Seviroli Foods Inc., a manufacturer of pasta and sauces in Garden City, hopes to expand by purchasing like-minded companies. It bought D’Orazio Foods Inc. of New Jersey in February and may acquire others.

“We’re in a business that is static at best,” said Paul Vertullo, chief operating officer of family-owned Seviroli. “You have to do things to increase your market share, increase your volume . . . and some of that has to come through acquisition.”

He and others said in-depth information about the facilities, employees, workplace practices and markets of a potential acquisition is crucial. He said Seviroli and D’Orazio executives know each other; both companies were started in the 1960s and make similar products.

Seviroli, which said it is the world’s largest producer of frozen tortellini, now has 350 workers; about 50 came from D’Orazio.

Pursuing an acquisition can sometimes lead to the suitor’s being bought by a third party.

That’s what happened to Ferrara Bros.
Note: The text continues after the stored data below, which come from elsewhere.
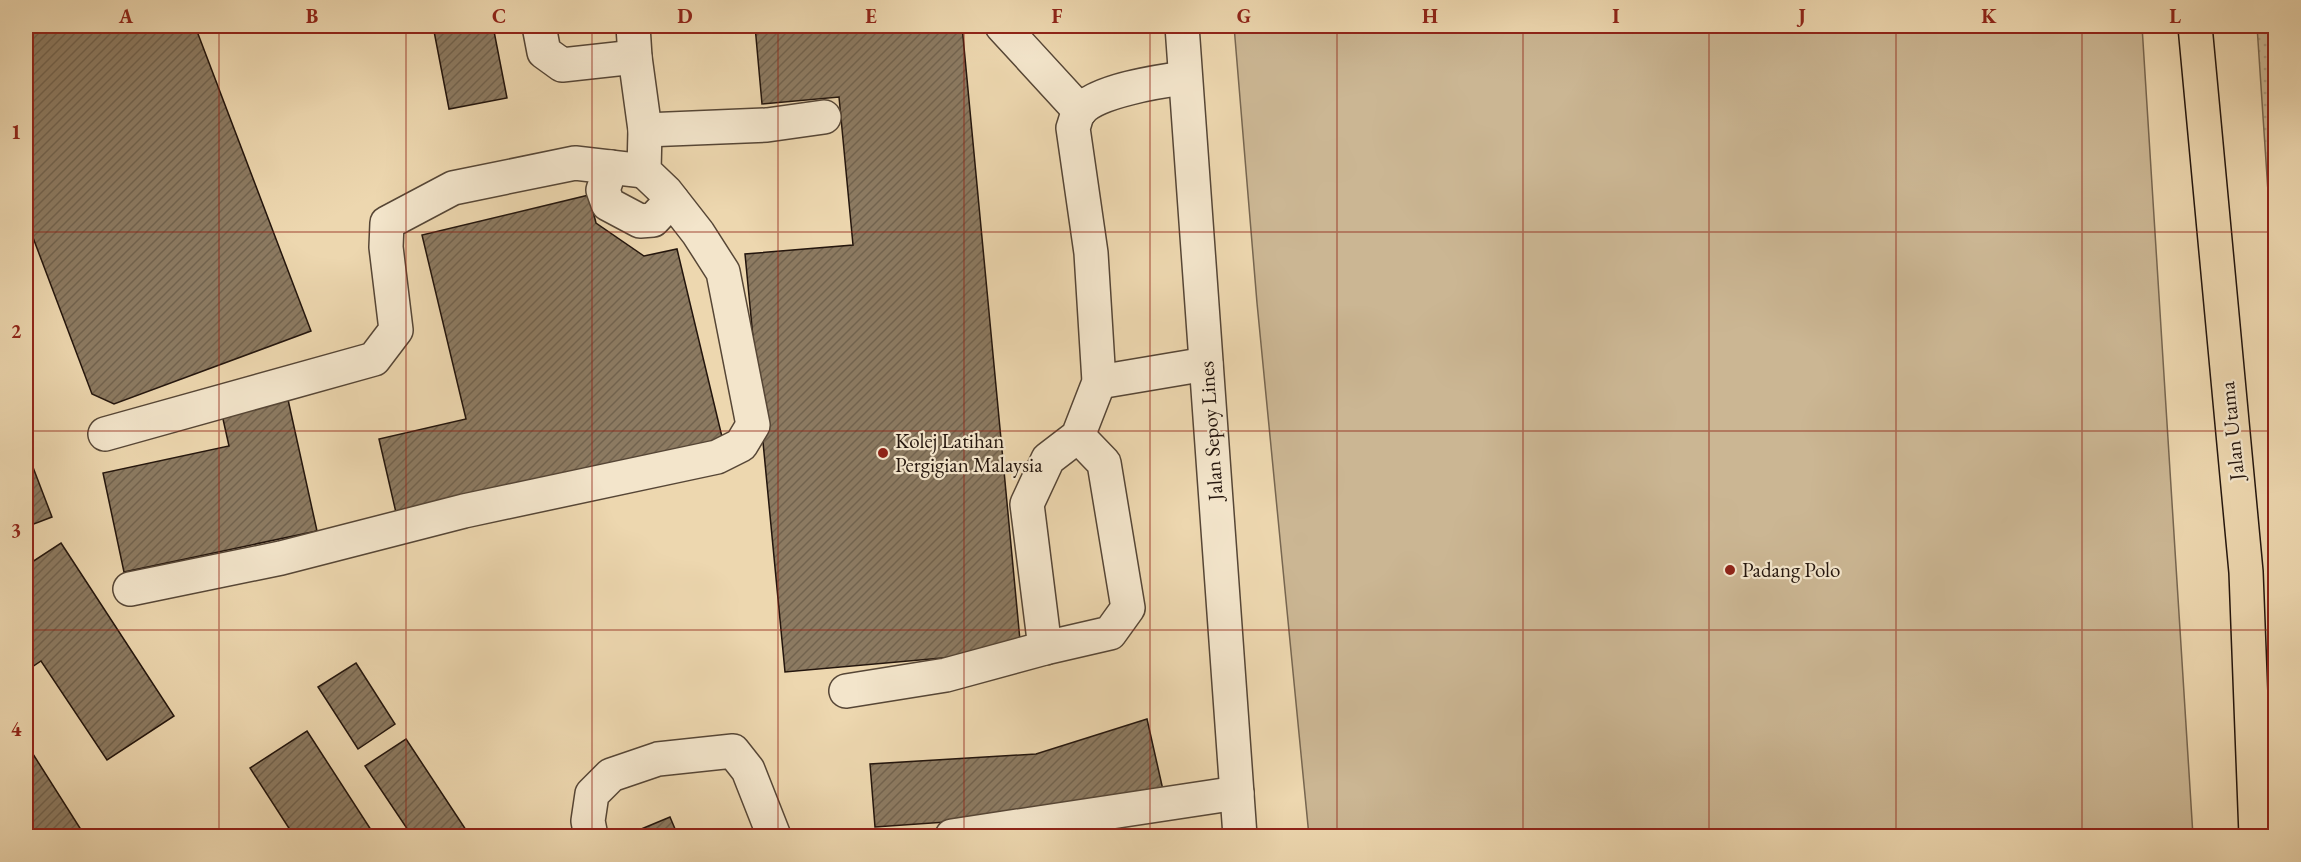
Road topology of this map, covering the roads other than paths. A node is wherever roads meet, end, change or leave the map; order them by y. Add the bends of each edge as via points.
1 (539, 26) edge
2 (1002, 26) edge
3 (1182, 26) edge
4 (2195, 26) edge
5 (634, 41) edge
6 (1185, 78) junction
7 (1080, 111) junction
8 (824, 117) dead end
9 (645, 130) junction
10 (610, 167) junction
11 (644, 171) junction
12 (672, 200) junction
13 (1206, 364) junction
14 (1099, 381) junction
15 (105, 434) dead end
16 (1078, 436) junction
17 (130, 589) dead end
18 (1045, 648) junction
19 (846, 691) dead end
20 (1237, 793) junction
21 (1025, 831) edge
22 (591, 837) edge
23 (774, 837) edge
24 (952, 837) edge
25 (1240, 837) edge
26 (2256, 837) edge

1 - 5 street via 544,52 562,65
2 - 7 street
3 - 6 street, Jalan Sepoy Lines
4 - 26 main road, Jalan Utama via 2246,572
5 - 9 street
6 - 7 street via 1142,84 1093,101
6 - 13 street, Jalan Sepoy Lines
7 - 14 street via 1072,128 1091,253
8 - 9 street
9 - 11 street
10 - 11 street
10 - 12 street via 603,190 608,204 640,221 653,220
10 - 15 street via 574,163 453,188 387,223 386,247 396,330 375,359
11 - 12 street
12 - 17 street via 723,273 753,424 741,445 717,457
13 - 14 street
13 - 20 street, Jalan Sepoy Lines
14 - 16 street
16 - 18 street via 1048,459 1028,504
16 - 18 street via 1104,463 1128,608 1110,633
18 - 19 street via 946,675
20 - 21 street
20 - 25 street, Jalan Sepoy Lines
21 - 24 street
22 - 23 street via 588,821 592,794 611,775 658,759 733,752 748,770

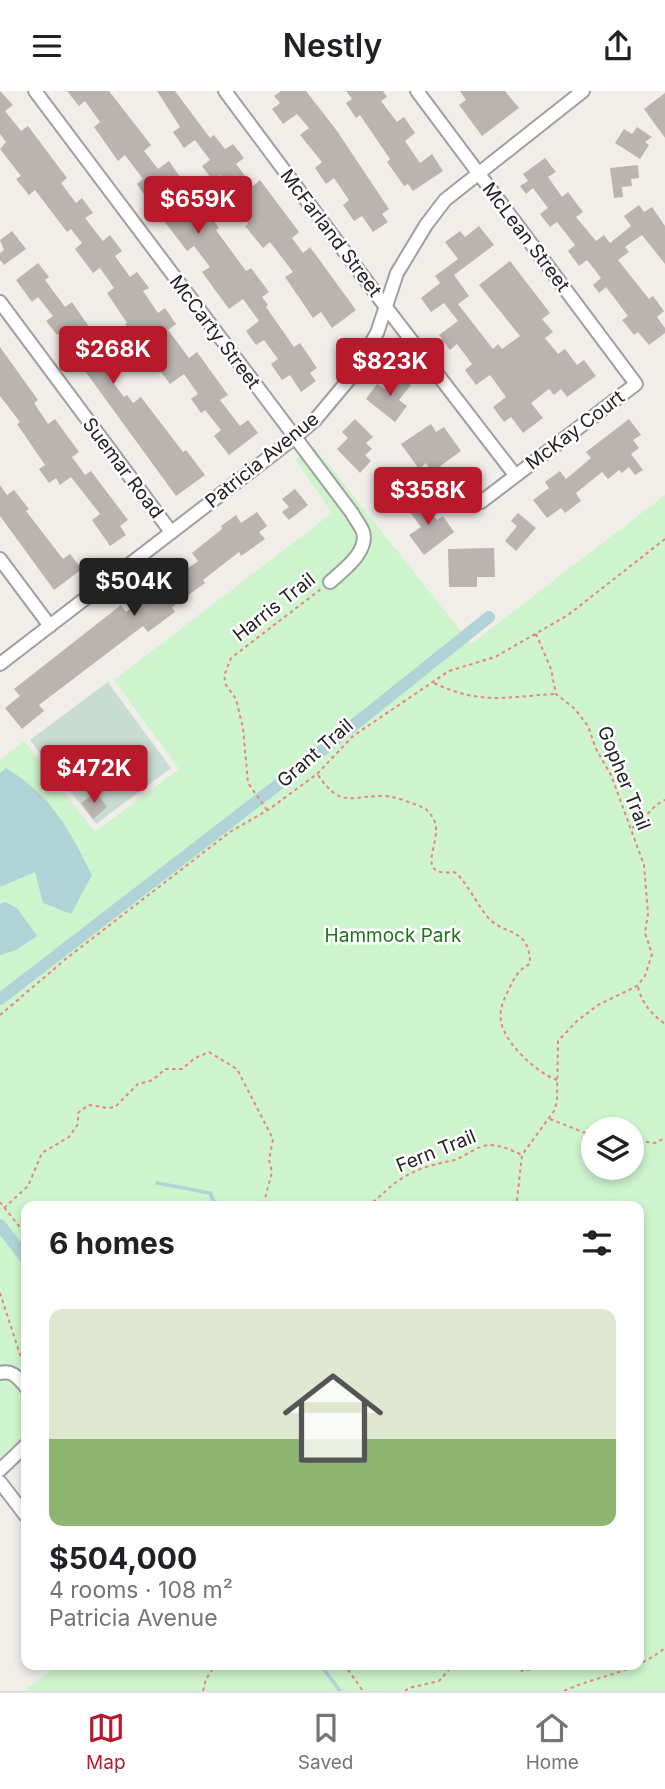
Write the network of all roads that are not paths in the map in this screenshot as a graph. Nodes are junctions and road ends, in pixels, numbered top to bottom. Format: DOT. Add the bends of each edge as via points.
graph roads {
  1 [pos="35,91"];
  2 [pos="225,91"];
  3 [pos="417,91"];
  4 [pos="583,91"];
  5 [pos="478,172"];
  6 [pos="0,302"];
  7 [pos="385,306"];
  8 [pos="636,384"];
  9 [pos="294,438"];
  10 [pos="515,475"];
  11 [pos="481,502"];
  12 [pos="171,532"];
  13 [pos="0,559"];
  14 [pos="330,582"];
  15 [pos="50,625"];
  16 [pos="0,664"];
  17 [pos="0,1373"];
  18 [pos="21,1382"];
  19 [pos="21,1450"];
  20 [pos="0,1470"];
  21 [pos="0,1482"];
  22 [pos="21,1509"];
  1 -- 9 [label="street, McCarty Street"];
  2 -- 7 [label="street, McFarland Street"];
  3 -- 5 [label="street, McLean Street"];
  4 -- 5 [label="street, Patricia Avenue"];
  5 -- 7 [label="street, Patricia Avenue" via="445,200 426,225 397,274"];
  5 -- 8 [label="street, McLean Street"];
  6 -- 12 [label="street, Suemar Road"];
  7 -- 9 [label="street, Patricia Avenue" via="377,333 351,377"];
  7 -- 10 [label="street, McFarland Street"];
  8 -- 10 [label="street, McKay Court"];
  9 -- 12 [label="street, Patricia Avenue"];
  9 -- 14 [label="street, McCarty Street" via="363,532 364,542 354,560"];
  10 -- 11 [label="street, McKay Court"];
  12 -- 15 [label="street, Patricia Avenue"];
  13 -- 15 [label="street"];
  15 -- 16 [label="street, Patricia Avenue"];
  17 -- 18 [label="street" via="8,1372"];
  19 -- 20 [label="street"];
  21 -- 22 [label="street"];
}
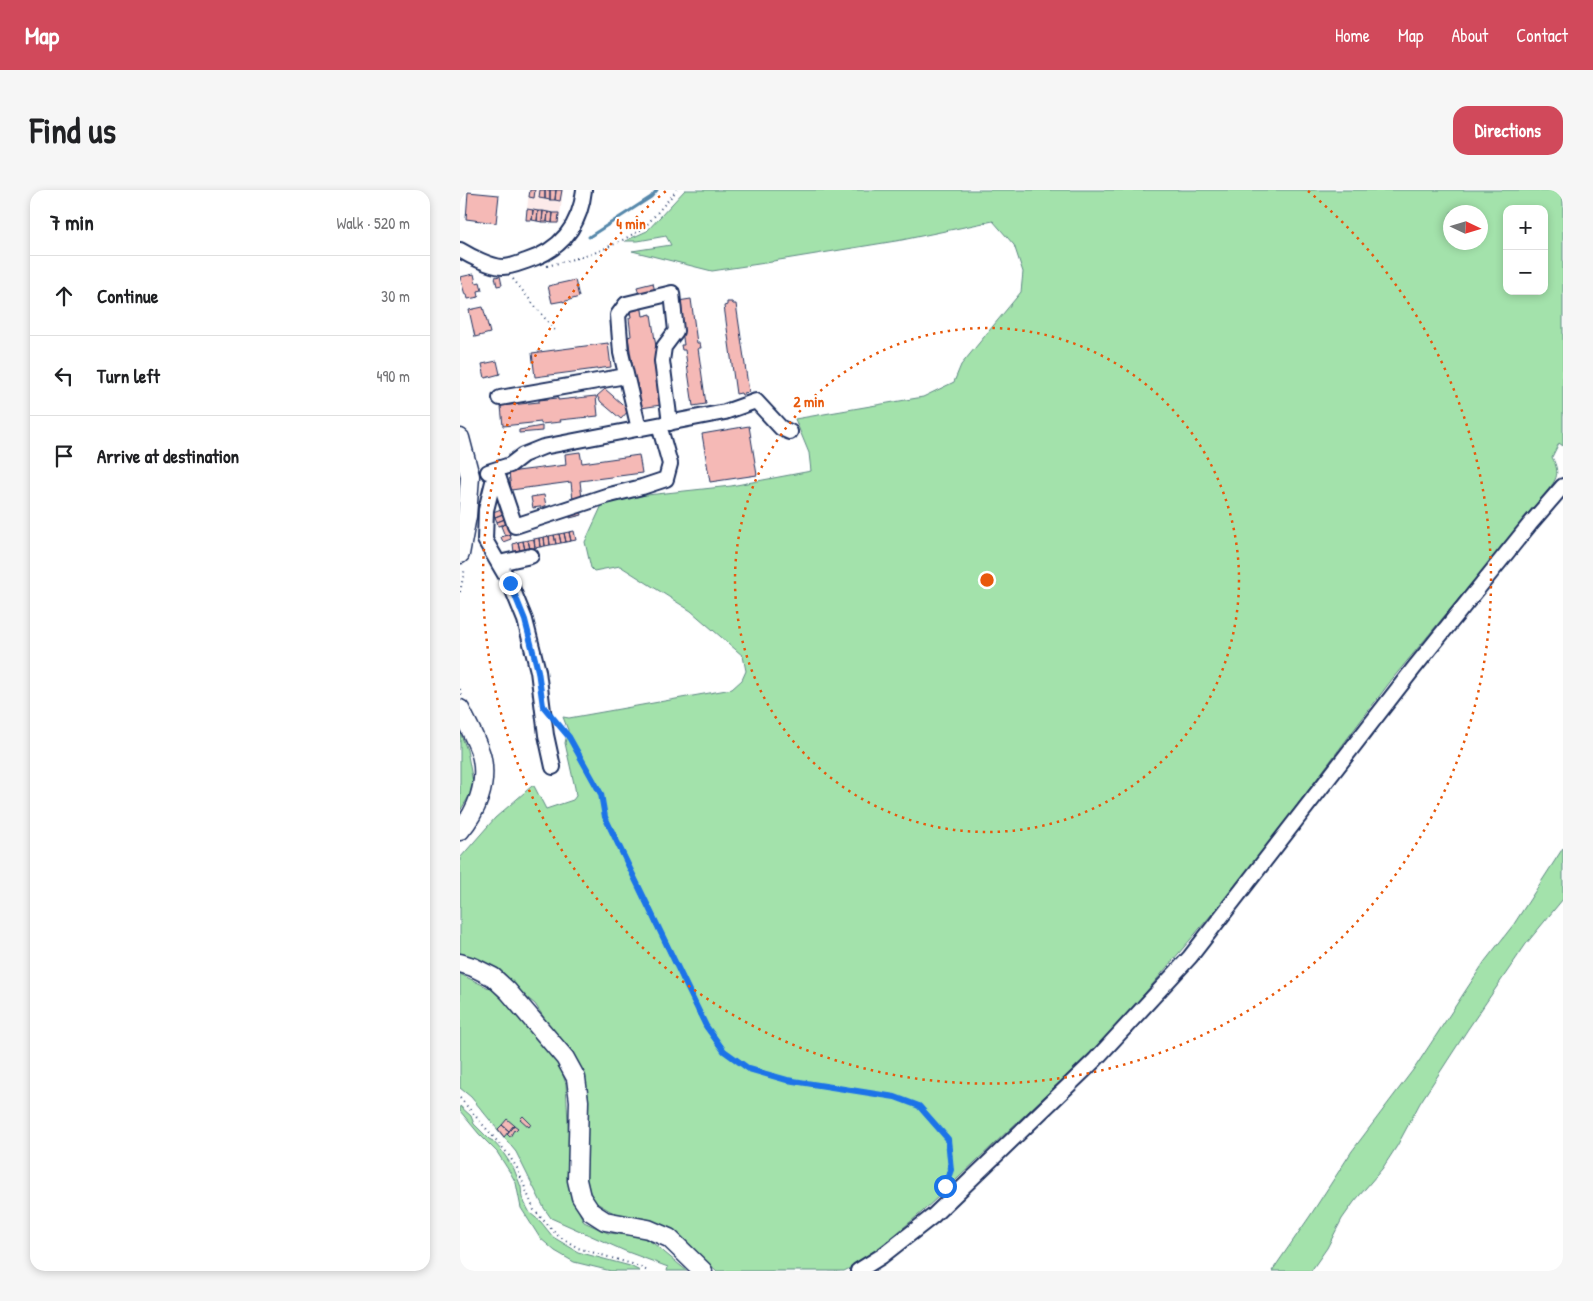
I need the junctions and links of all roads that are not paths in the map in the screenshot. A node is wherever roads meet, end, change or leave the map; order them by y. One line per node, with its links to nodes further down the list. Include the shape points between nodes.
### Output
1 (584, 190): 2 (street, via 577,219 566,236 541,256 504,267)
2 (460, 250)
3 (626, 376): 4 (street); 5 (street, via 618,315 626,304 672,293 676,331 664,347 662,361); 6 (street)
4 (500, 398)
5 (665, 424): 6 (street); 7 (street, via 756,402 781,428); 9 (street, via 670,464 666,479 514,526)
6 (639, 429): 9 (street, via 543,447)
7 (790, 432)
8 (460, 438): 11 (main road, via 470,476)
9 (492, 471): 13 (street, via 485,540)
10 (1563, 486): 19 (street, via 1414,668 1190,957 1095,1060 933,1216)
11 (460, 554)
12 (531, 556): 13 (street)
13 (499, 563): 15 (street, via 525,620 538,671)
14 (460, 709): 16 (main road, via 482,758 483,778 480,798)
15 (553, 767)
16 (460, 831)
17 (460, 963): 18 (main road, via 493,977 508,991 565,1058 576,1078 579,1101 577,1180 581,1197 591,1212 605,1222 648,1229 669,1238)
18 (703, 1271)
19 (858, 1271)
Building Materials, a Queens-based supplier of ready-mix concrete.

Vice president Joseph J. Ferrara said his family was trying to buy a competitor but lenders demanded financial guarantees from Ferrara’s father and uncle who started the business in 1969.

The men rejected the conditions but soon were approached by U.S. Concrete Inc., a public company based in Texas. In April 2015, U.S. Concrete purchased Ferrara Bros. for as much as $94 million, according to securities filings. U.S. Concrete also bought the small company that Ferrara Bros. had been interested in acquiring.

To Ferrara, being part of a larger company has meant “leverage” in winning contracts and working with vendors. It also regrettably led to layoffs, he said.

“We had to grow or shrink,” Ferrara said. “I wouldn’t do things differently.”